**Source material:**
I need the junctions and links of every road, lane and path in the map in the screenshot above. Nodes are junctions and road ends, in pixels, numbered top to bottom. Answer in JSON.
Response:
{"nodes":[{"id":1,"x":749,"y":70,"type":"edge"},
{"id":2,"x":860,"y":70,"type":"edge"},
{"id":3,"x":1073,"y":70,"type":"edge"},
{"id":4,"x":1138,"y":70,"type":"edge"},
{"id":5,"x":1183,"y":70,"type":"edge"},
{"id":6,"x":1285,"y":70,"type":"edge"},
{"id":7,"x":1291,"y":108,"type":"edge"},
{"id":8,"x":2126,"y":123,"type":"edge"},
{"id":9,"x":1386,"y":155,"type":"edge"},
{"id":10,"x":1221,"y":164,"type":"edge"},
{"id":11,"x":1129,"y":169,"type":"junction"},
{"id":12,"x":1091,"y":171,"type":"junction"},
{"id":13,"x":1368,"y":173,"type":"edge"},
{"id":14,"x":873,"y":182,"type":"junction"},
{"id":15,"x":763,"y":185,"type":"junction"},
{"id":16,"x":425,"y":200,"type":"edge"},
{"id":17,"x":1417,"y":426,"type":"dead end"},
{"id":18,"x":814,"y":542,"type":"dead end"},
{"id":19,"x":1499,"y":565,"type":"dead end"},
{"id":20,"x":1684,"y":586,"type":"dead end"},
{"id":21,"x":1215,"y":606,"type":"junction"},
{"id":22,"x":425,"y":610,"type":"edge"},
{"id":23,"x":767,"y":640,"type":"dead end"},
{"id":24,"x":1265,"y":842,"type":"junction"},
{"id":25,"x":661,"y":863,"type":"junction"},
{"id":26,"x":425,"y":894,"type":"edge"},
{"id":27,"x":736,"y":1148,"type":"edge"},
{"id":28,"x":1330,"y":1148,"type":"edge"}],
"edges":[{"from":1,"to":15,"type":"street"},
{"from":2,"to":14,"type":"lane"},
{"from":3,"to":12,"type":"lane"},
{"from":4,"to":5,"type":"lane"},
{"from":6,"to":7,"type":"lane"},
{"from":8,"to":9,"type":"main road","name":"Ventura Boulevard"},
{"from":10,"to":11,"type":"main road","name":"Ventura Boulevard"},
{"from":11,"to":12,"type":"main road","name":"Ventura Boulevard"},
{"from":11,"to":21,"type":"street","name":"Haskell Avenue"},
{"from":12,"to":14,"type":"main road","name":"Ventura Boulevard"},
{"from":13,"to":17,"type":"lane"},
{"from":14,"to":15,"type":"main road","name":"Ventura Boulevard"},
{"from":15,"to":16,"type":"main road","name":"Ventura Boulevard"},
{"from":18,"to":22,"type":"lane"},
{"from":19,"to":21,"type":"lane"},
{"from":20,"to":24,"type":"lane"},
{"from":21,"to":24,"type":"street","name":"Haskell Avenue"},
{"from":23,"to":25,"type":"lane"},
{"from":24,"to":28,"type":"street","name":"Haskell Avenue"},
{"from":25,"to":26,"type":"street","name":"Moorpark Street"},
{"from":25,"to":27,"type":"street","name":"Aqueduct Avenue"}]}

**Prompt:**
Show every line of the data in which the word "road" appears.

**Solution:**
I need the junctions and links of every road, lane and path in the map in the screenshot above. Nodes are junctions and road ends, in pixels, numbered top to bottom. Answer in JSON.
{"from":8,"to":9,"type":"main road","name":"Ventura Boulevard"},
{"from":10,"to":11,"type":"main road","name":"Ventura Boulevard"},
{"from":11,"to":12,"type":"main road","name":"Ventura Boulevard"},
{"from":12,"to":14,"type":"main road","name":"Ventura Boulevard"},
{"from":14,"to":15,"type":"main road","name":"Ventura Boulevard"},
{"from":15,"to":16,"type":"main road","name":"Ventura Boulevard"},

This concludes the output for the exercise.